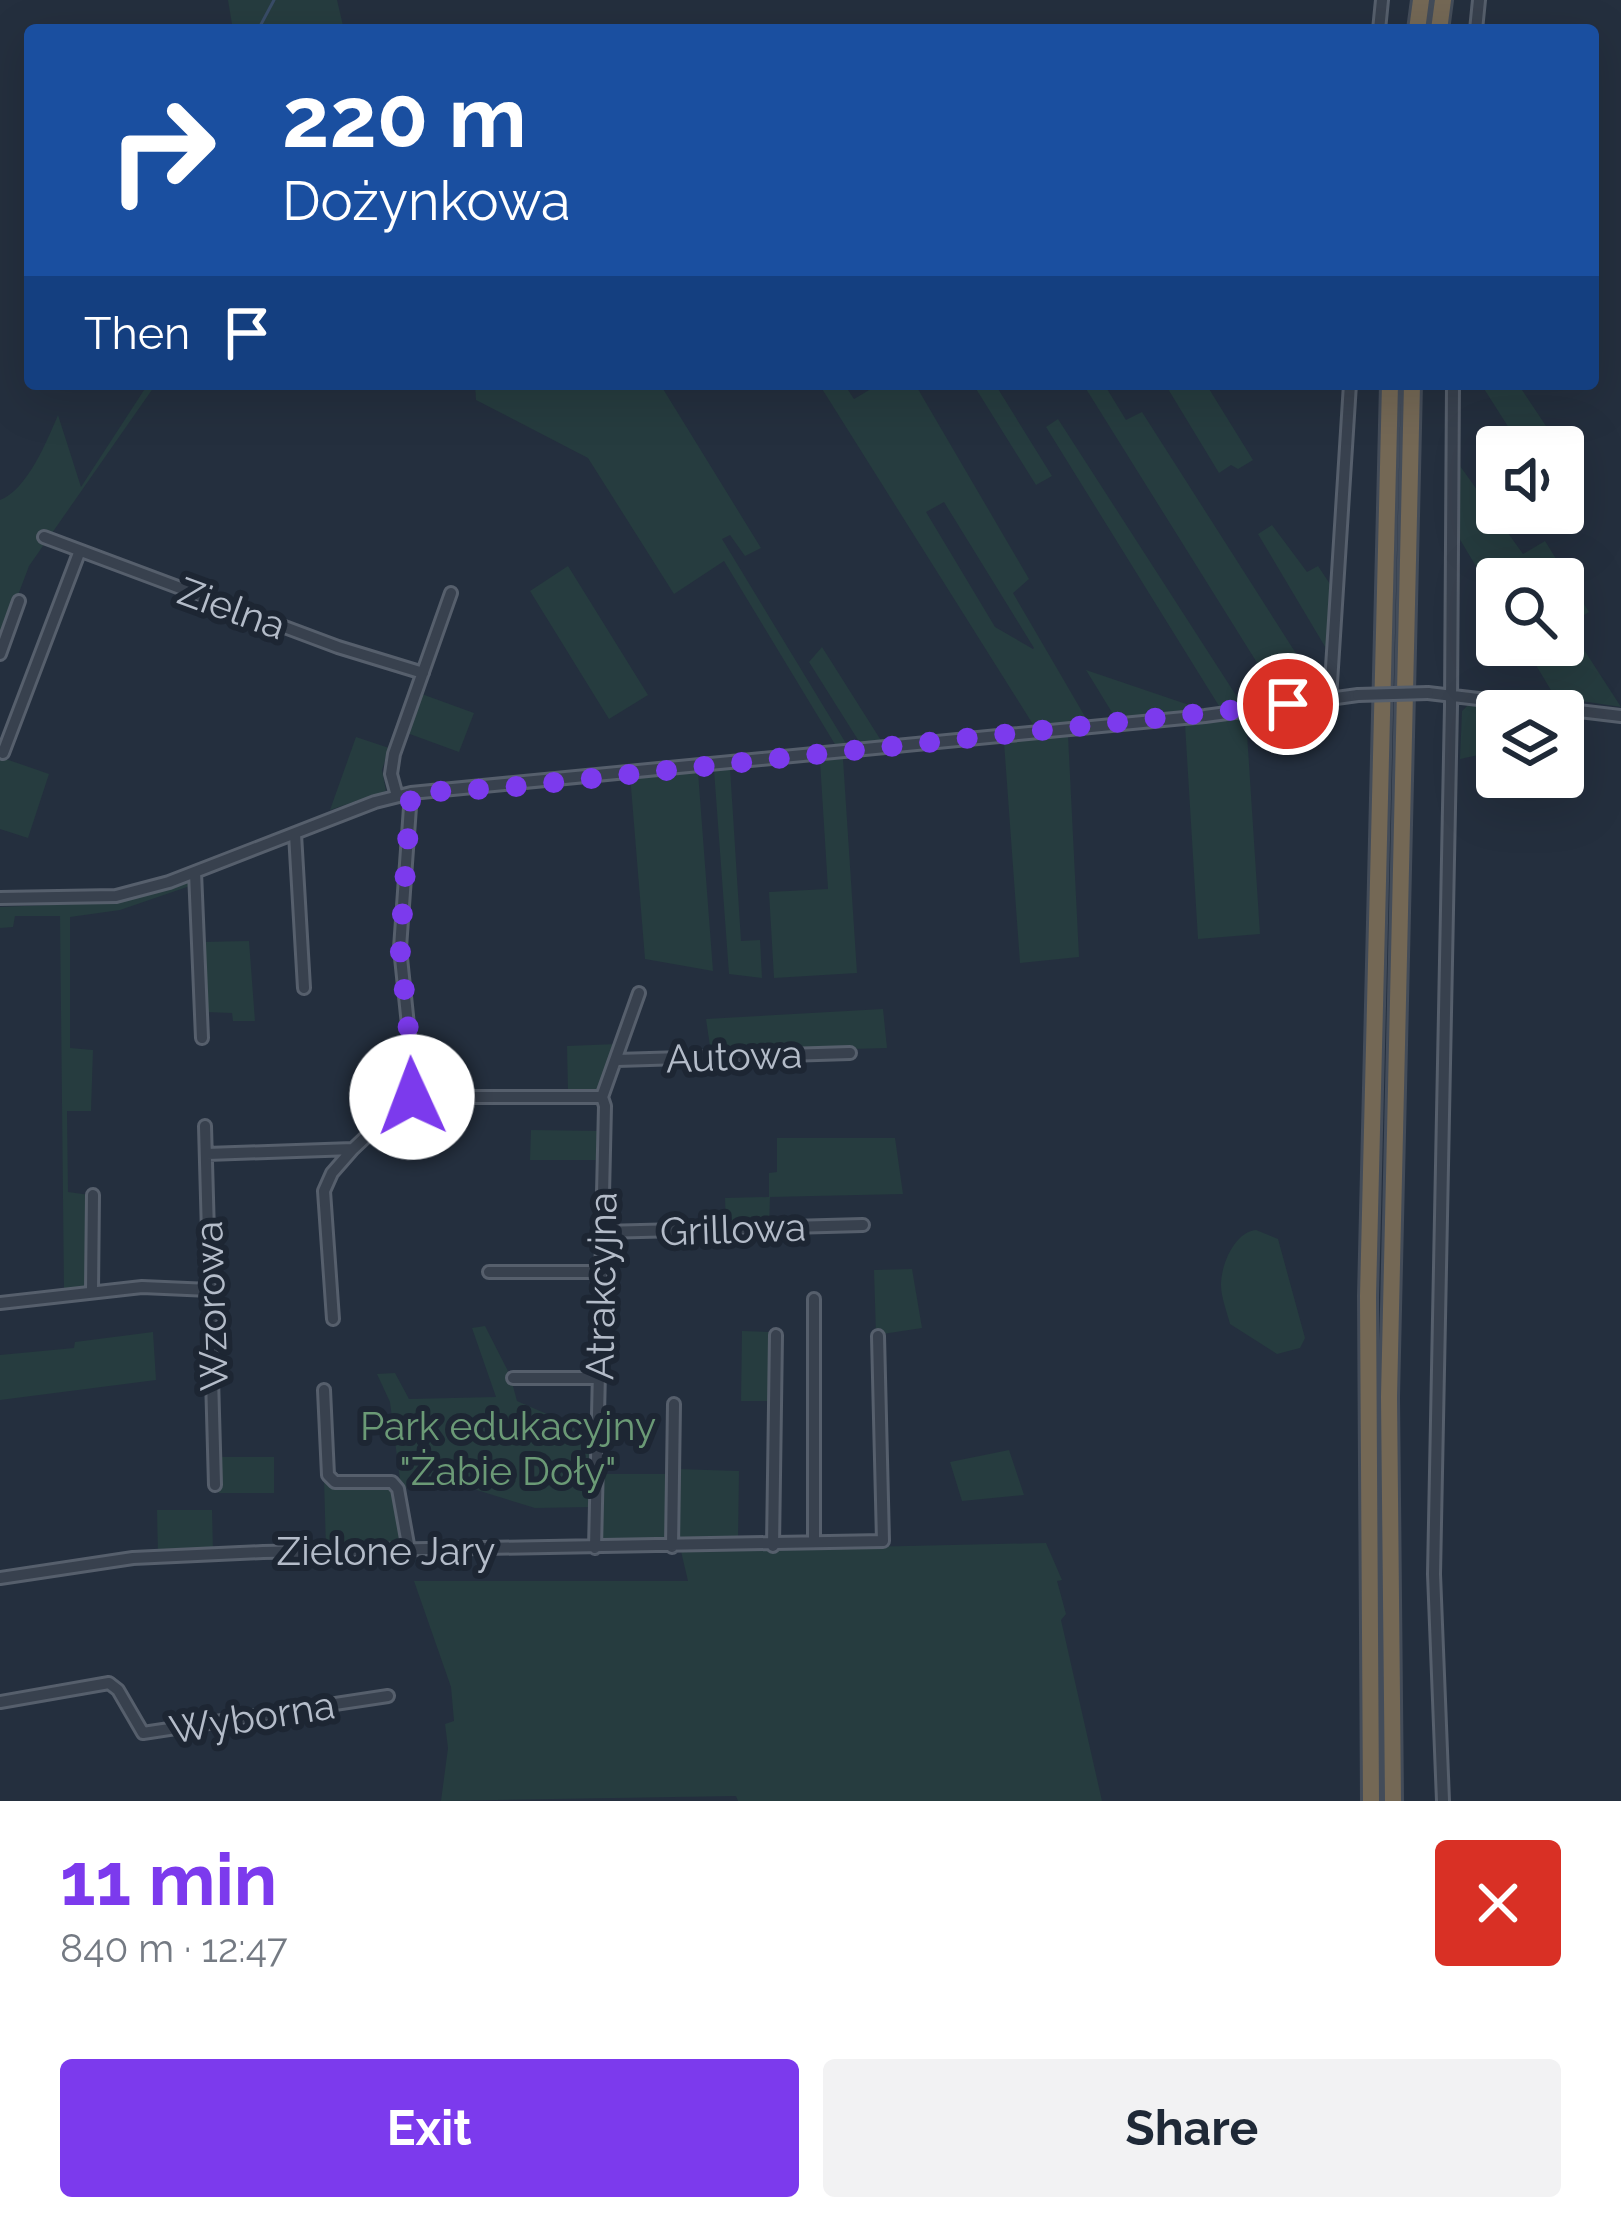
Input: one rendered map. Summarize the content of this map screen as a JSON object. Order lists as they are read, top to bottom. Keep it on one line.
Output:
{"streets":{"street":["Zielna","Autowa","Grillowa","Atrakcyjna","Wzorowa","Zielone Jary","Wyborna"]},"crossings":[["Autowa","Atrakcyjna"],["Grillowa","Atrakcyjna"],["Atrakcyjna","Zielone Jary"]],"parks":["Park edukacyjny \"Żabie Doły\""],"page":{"turn":["220 m","Dożynkowa"],"then":"Then","heading":["11 min","840 m · 12:47"],"buttons":["Exit","Share"]}}
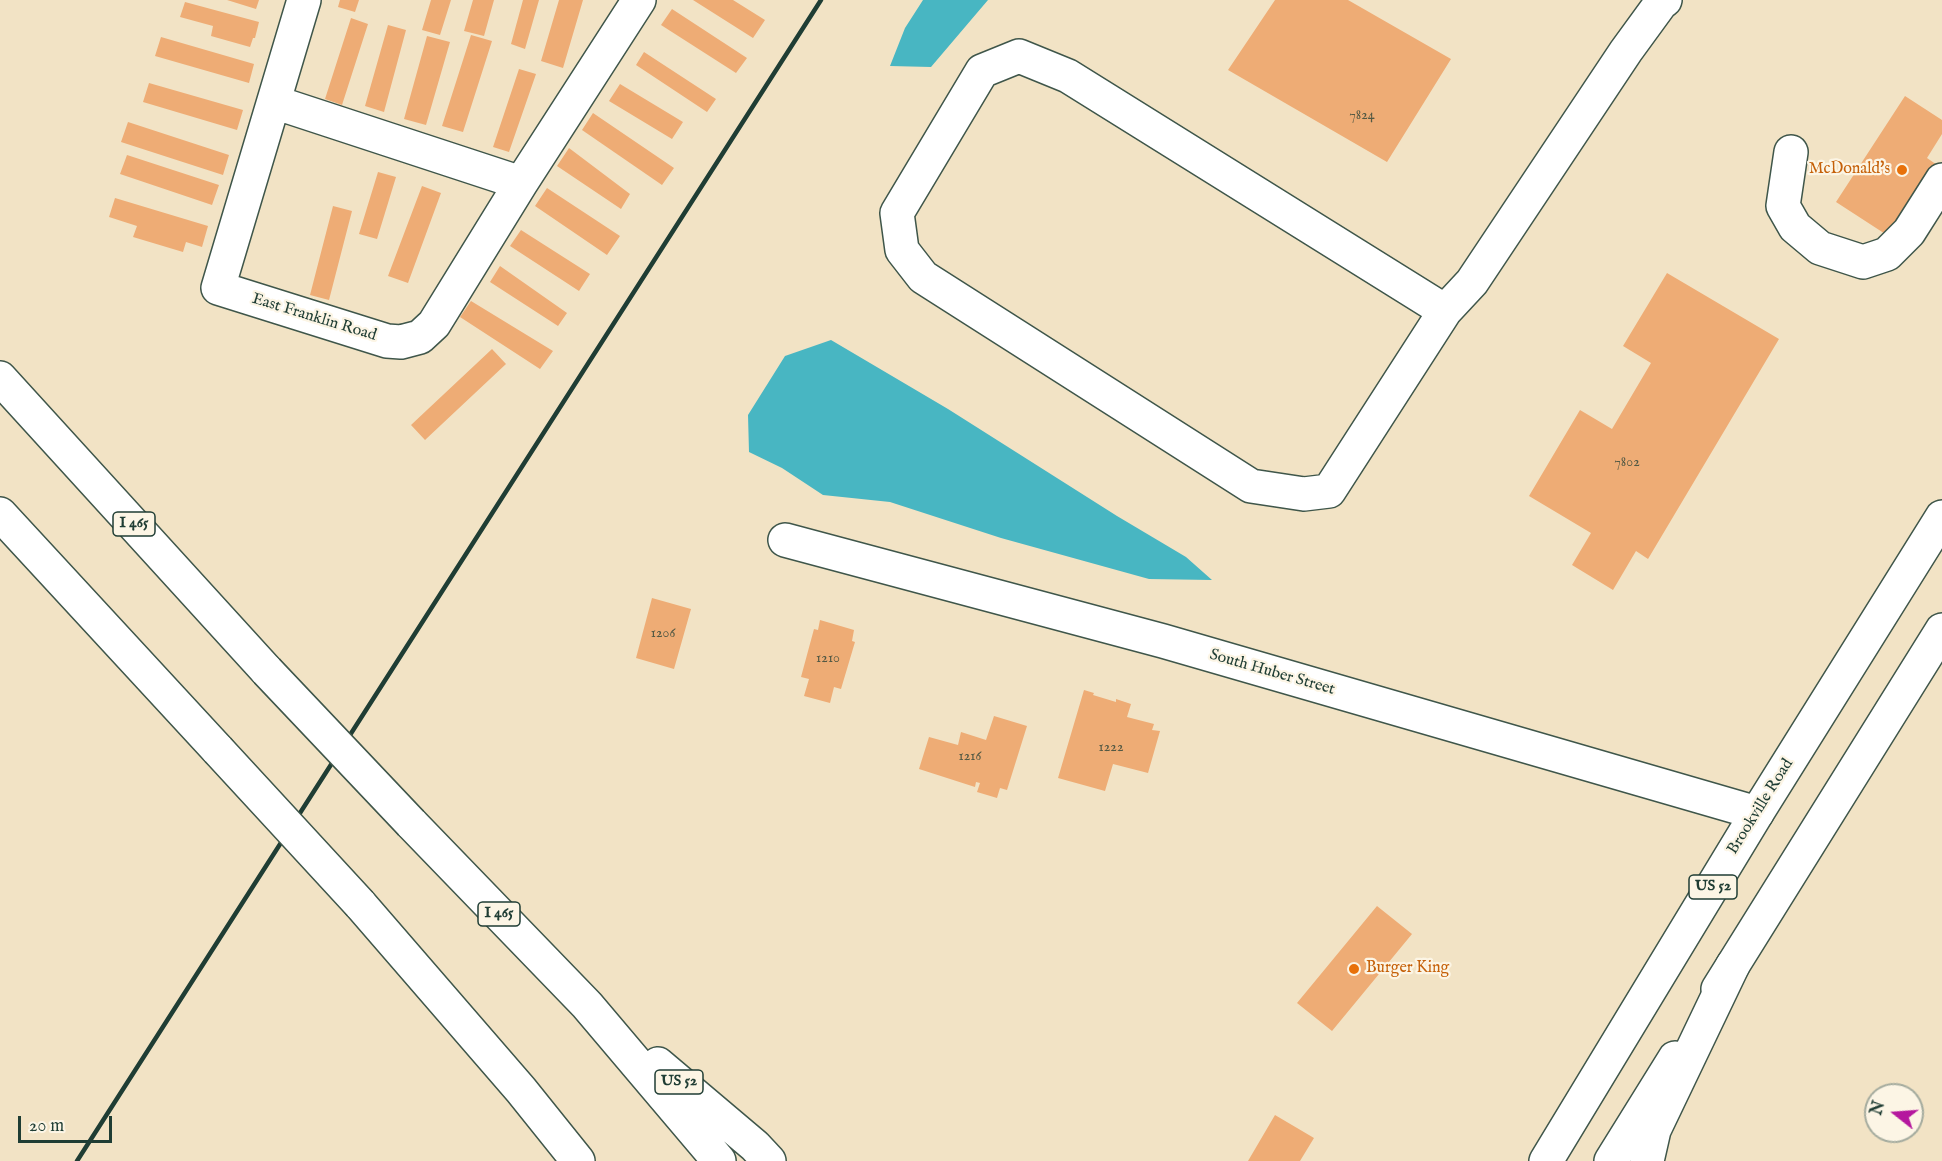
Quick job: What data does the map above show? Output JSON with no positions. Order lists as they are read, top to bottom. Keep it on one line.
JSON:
{"streets":{"main road":["East Franklin Road","I 465","South Huber Street","Brookville Road","US 52"]},"crossings":[["I 465","US 52"],["South Huber Street","Brookville Road"]],"places":["McDonald's","Burger King"],"house_numbers":["7824","7802","1206","1210","1222","1216"],"scale_bar":"20 m","north":"left"}
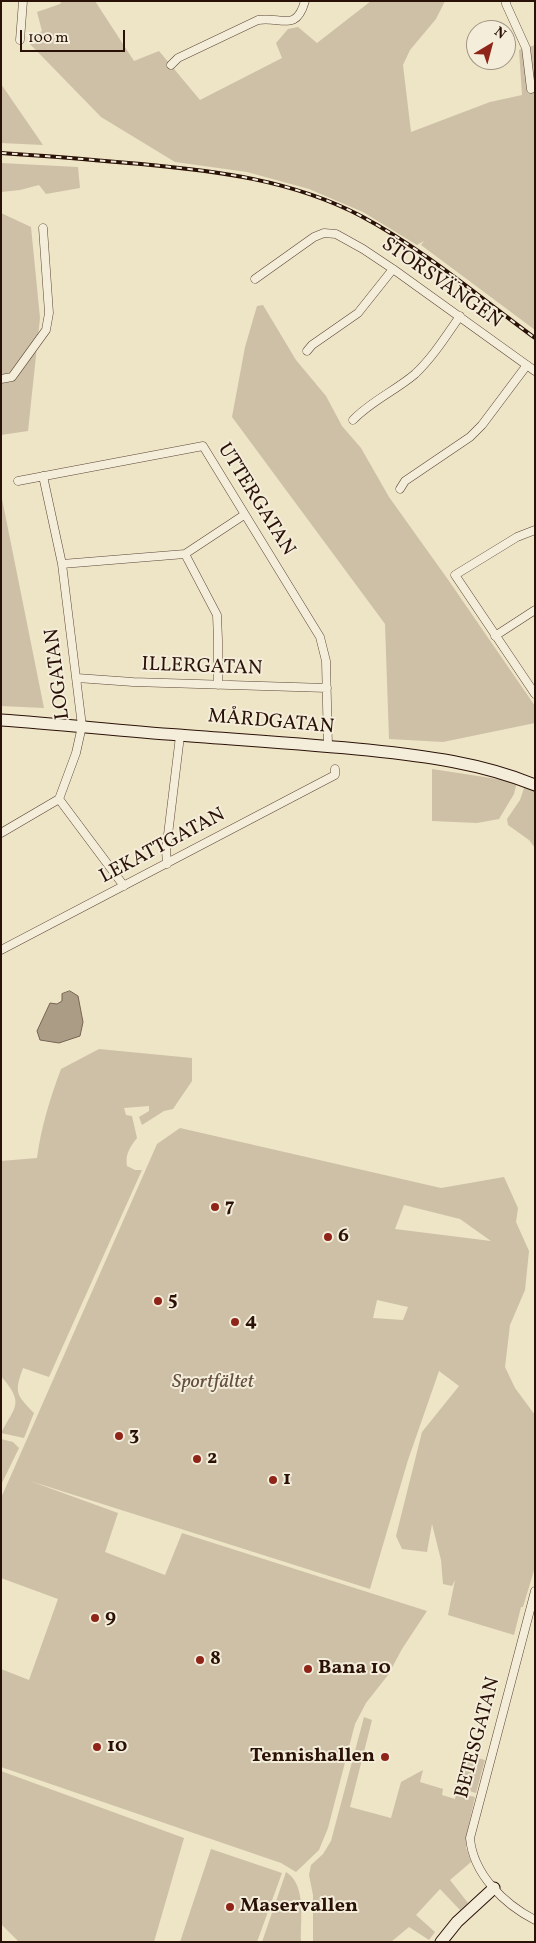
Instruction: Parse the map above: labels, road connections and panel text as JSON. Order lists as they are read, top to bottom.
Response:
{
  "streets": {
    "street": [
      "STORSVÄNGEN",
      "UTTERGATAN",
      "ILLERGATAN",
      "LOGATAN",
      "MÅRDGATAN",
      "LEKATTGATAN",
      "BETESGATAN"
    ]
  },
  "crossings": [
    ["UTTERGATAN", "ILLERGATAN"],
    ["UTTERGATAN", "LOGATAN"],
    ["UTTERGATAN", "MÅRDGATAN"],
    ["ILLERGATAN", "LOGATAN"],
    ["LOGATAN", "MÅRDGATAN"]
  ],
  "parks": ["Sportfältet"],
  "places": [
    "7",
    "6",
    "5",
    "4",
    "3",
    "2",
    "1",
    "9",
    "8",
    "Bana 10",
    "10",
    "Tennishallen",
    "Maservallen"
  ],
  "scale_bar": "100 m",
  "north": "top right"
}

+ + + + + + +

Could you transcribe every entry above exactly, leaving out the images?

◆ WRITTEN ANSWER:
Input: one rendered map. Summarize the content of this map screen as a JSON object. Order lists as they are read, top to bottom. Keep it on one line.
Output:
{"streets":{"street":["Zielna","Autowa","Grillowa","Atrakcyjna","Wzorowa","Zielone Jary","Wyborna"]},"crossings":[["Autowa","Atrakcyjna"],["Grillowa","Atrakcyjna"],["Atrakcyjna","Zielone Jary"]],"parks":["Park edukacyjny \"Żabie Doły\""],"page":{"turn":["220 m","Dożynkowa"],"then":"Then","heading":["11 min","840 m · 12:47"],"buttons":["Exit","Share"]}}
Quick job: What data does the map above show? Output JSON with no positions. Order lists as they are read, top to bottom. Keep it on one line.
JSON:
{"streets":{"main road":["East Franklin Road","I 465","South Huber Street","Brookville Road","US 52"]},"crossings":[["I 465","US 52"],["South Huber Street","Brookville Road"]],"places":["McDonald's","Burger King"],"house_numbers":["7824","7802","1206","1210","1222","1216"],"scale_bar":"20 m","north":"left"}
Instruction: Parse the map above: labels, road connections and panel text as JSON. Order lists as they are read, top to bottom.
Response:
{
  "streets": {
    "street": [
      "STORSVÄNGEN",
      "UTTERGATAN",
      "ILLERGATAN",
      "LOGATAN",
      "MÅRDGATAN",
      "LEKATTGATAN",
      "BETESGATAN"
    ]
  },
  "crossings": [
    ["UTTERGATAN", "ILLERGATAN"],
    ["UTTERGATAN", "LOGATAN"],
    ["UTTERGATAN", "MÅRDGATAN"],
    ["ILLERGATAN", "LOGATAN"],
    ["LOGATAN", "MÅRDGATAN"]
  ],
  "parks": ["Sportfältet"],
  "places": [
    "7",
    "6",
    "5",
    "4",
    "3",
    "2",
    "1",
    "9",
    "8",
    "Bana 10",
    "10",
    "Tennishallen",
    "Maservallen"
  ],
  "scale_bar": "100 m",
  "north": "top right"
}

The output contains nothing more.